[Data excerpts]
========================================================================

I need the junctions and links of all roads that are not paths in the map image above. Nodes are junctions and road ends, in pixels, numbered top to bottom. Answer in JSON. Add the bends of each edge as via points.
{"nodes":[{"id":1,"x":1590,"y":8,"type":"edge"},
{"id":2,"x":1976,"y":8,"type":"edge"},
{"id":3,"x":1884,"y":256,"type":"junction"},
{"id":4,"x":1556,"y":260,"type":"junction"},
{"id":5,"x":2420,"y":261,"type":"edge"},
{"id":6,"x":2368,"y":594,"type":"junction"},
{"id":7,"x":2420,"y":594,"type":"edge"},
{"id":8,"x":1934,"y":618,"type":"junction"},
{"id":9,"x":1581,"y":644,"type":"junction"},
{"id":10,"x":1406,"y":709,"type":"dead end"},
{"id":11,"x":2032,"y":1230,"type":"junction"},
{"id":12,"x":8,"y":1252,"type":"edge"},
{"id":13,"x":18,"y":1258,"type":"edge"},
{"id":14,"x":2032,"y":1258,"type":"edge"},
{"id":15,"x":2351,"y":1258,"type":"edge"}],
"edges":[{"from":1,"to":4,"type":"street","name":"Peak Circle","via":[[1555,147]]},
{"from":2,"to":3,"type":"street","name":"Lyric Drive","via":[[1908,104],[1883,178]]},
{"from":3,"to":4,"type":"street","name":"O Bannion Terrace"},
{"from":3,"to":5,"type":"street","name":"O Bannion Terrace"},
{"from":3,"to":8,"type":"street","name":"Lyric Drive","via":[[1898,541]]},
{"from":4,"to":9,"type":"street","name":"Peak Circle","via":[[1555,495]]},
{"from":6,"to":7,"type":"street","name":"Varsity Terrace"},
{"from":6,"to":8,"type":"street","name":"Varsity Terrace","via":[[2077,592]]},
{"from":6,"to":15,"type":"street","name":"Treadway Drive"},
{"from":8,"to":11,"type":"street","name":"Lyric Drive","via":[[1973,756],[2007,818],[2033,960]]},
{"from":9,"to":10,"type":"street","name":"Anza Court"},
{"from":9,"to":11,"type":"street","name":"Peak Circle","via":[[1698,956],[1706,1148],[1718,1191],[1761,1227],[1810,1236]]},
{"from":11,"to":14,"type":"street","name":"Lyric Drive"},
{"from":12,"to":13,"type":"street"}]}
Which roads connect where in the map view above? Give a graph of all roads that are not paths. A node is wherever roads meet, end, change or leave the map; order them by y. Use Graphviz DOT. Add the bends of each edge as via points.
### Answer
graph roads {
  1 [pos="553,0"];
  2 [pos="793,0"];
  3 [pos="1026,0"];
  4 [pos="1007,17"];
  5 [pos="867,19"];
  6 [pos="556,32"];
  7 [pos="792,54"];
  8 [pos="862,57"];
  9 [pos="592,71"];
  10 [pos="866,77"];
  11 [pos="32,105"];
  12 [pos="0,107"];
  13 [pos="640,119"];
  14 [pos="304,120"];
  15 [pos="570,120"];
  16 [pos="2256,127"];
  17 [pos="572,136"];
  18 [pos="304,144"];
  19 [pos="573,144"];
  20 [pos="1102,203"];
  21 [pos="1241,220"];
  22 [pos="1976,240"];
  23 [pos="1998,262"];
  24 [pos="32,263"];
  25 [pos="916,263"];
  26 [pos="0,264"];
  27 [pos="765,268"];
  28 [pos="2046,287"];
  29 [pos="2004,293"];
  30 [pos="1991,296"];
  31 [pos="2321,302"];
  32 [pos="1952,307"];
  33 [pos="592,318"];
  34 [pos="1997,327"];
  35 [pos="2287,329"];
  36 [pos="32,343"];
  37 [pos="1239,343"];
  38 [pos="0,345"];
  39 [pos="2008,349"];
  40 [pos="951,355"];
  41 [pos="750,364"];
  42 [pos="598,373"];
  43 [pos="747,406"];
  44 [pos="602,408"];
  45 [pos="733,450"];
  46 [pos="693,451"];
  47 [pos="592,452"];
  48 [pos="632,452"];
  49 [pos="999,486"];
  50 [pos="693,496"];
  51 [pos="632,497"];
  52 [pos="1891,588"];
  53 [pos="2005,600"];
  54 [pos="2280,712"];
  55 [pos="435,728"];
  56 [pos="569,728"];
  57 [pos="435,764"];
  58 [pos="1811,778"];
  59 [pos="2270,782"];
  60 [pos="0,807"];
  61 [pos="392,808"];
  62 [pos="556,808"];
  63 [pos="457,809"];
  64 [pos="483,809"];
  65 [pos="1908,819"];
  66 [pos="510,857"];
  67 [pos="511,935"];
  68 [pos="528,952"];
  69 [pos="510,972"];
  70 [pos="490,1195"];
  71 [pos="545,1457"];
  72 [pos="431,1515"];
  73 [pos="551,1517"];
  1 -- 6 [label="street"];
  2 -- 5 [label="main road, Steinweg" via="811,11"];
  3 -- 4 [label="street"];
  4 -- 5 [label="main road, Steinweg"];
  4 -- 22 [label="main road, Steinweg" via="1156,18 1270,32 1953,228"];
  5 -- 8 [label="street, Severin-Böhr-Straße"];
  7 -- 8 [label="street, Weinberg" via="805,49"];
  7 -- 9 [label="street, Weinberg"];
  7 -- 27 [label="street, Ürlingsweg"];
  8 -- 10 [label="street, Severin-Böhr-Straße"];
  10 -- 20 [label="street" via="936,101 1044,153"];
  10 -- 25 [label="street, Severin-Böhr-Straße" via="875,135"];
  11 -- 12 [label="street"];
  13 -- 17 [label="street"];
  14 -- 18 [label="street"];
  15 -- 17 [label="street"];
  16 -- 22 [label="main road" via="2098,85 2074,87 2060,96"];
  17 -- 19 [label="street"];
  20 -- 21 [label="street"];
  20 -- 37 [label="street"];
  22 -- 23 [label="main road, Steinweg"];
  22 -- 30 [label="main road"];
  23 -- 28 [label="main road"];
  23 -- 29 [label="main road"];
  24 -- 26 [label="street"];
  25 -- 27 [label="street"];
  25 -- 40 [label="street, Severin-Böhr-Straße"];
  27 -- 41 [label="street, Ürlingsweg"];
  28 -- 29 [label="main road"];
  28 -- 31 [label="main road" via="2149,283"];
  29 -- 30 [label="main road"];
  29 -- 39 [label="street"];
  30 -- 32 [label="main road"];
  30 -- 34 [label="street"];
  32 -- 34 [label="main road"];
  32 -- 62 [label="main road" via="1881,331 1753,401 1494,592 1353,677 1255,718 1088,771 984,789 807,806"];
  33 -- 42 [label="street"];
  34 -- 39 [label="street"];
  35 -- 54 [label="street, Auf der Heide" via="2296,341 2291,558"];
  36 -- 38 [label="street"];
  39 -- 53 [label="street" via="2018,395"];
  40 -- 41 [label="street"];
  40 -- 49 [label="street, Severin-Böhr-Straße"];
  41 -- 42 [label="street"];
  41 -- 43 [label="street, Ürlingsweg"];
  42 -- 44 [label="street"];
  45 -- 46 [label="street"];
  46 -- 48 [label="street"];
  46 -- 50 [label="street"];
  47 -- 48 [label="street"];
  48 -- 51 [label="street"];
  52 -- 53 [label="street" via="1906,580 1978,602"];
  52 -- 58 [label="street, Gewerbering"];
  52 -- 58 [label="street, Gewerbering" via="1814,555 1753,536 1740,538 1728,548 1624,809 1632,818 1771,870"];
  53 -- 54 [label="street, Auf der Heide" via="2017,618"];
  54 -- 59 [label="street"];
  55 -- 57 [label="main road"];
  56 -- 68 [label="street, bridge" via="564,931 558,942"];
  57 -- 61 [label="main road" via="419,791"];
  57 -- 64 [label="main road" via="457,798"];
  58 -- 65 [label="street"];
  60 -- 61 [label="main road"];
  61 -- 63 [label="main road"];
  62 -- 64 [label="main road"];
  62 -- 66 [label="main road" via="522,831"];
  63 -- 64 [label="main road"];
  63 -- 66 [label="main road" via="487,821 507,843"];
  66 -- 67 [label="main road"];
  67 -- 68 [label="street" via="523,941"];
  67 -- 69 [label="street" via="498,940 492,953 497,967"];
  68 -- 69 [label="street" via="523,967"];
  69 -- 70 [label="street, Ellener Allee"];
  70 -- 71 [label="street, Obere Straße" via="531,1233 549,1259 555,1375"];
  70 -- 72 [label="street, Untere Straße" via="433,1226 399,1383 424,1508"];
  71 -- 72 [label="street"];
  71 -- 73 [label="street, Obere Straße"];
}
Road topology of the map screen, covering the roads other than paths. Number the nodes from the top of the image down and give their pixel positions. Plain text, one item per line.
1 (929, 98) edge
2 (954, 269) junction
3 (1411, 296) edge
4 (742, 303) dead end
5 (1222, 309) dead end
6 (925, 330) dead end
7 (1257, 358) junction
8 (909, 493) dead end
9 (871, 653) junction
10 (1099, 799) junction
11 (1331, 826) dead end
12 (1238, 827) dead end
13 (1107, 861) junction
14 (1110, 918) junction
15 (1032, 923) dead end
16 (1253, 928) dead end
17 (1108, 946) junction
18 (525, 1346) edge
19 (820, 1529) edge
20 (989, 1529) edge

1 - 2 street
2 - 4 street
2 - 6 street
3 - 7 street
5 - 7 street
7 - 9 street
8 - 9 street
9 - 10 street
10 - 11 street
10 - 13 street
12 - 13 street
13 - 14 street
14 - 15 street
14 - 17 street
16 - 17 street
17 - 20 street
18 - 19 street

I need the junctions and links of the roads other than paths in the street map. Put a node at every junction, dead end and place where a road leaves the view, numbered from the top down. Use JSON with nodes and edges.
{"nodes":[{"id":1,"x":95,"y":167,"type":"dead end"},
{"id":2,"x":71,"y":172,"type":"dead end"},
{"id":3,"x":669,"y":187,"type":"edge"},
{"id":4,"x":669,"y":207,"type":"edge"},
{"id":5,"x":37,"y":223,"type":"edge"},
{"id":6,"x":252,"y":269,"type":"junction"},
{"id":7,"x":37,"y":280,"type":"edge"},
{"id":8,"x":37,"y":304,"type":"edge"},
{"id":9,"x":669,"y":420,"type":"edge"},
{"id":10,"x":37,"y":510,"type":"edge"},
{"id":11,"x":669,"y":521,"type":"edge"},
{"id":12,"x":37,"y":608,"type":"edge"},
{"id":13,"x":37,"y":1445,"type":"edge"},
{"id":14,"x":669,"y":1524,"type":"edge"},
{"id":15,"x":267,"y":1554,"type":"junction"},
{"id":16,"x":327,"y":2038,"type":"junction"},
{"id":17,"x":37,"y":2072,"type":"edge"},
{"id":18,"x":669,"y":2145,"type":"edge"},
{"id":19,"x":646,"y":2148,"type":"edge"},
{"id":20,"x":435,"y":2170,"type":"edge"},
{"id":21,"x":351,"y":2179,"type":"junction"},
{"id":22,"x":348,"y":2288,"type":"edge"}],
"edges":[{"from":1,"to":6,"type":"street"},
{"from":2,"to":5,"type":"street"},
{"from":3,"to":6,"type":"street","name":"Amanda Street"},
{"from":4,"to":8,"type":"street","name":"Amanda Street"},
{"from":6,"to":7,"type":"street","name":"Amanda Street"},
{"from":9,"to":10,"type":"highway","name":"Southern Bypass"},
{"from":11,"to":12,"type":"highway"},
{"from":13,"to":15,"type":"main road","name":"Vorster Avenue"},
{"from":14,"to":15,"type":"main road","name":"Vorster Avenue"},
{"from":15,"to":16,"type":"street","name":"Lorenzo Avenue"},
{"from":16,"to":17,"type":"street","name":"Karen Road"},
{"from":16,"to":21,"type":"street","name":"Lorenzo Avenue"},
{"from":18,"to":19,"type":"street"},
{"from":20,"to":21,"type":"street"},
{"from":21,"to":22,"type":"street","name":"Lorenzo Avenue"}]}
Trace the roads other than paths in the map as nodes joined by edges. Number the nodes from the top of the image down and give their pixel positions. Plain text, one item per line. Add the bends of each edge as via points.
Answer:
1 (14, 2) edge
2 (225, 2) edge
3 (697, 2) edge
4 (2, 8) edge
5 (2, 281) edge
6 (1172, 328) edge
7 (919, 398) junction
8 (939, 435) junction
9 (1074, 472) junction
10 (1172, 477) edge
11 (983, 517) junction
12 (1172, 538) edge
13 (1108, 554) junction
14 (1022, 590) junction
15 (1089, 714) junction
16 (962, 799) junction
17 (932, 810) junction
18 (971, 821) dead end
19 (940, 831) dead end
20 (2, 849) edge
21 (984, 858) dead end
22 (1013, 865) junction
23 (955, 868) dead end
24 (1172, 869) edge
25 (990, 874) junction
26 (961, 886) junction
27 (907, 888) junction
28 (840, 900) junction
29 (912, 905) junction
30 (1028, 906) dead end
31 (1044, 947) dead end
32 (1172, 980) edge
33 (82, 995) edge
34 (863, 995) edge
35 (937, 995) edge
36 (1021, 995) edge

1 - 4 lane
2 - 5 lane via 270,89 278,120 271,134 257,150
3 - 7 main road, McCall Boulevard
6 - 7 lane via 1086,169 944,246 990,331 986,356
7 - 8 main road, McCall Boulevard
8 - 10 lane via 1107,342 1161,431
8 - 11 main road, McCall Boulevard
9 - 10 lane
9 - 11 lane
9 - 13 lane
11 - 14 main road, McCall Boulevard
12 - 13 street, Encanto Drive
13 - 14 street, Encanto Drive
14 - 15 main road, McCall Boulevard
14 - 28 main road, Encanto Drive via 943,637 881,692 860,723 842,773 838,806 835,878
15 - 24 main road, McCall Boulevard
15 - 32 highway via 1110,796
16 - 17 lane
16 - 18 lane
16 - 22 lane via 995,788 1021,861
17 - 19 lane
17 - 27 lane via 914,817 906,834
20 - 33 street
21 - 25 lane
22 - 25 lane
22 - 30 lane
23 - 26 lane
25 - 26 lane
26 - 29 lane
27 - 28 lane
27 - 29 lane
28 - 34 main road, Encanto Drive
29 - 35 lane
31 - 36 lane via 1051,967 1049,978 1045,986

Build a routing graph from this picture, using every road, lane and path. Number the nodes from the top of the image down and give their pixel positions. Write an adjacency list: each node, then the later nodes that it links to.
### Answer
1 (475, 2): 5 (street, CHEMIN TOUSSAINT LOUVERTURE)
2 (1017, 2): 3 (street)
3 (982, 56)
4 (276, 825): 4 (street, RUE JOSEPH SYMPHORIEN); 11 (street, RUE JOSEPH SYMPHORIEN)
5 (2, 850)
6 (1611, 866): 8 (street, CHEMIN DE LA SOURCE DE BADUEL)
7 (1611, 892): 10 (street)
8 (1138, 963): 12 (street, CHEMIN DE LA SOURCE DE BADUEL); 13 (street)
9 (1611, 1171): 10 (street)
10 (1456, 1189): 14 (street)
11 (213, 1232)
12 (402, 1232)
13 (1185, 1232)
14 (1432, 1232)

========================================================================

Filter the records down to the lines containing the word "junctions", and copy those.

* [RESULT FOR THIS TASK]:
I need the junctions and links of all roads that are not paths in the map image above. Nodes are junctions and road ends, in pixels, numbered top to bottom. Answer in JSON. Add the bends of each edge as via points.
I need the junctions and links of the roads other than paths in the street map. Put a node at every junction, dead end and place where a road leaves the view, numbered from the top down. Use JSON with nodes and edges.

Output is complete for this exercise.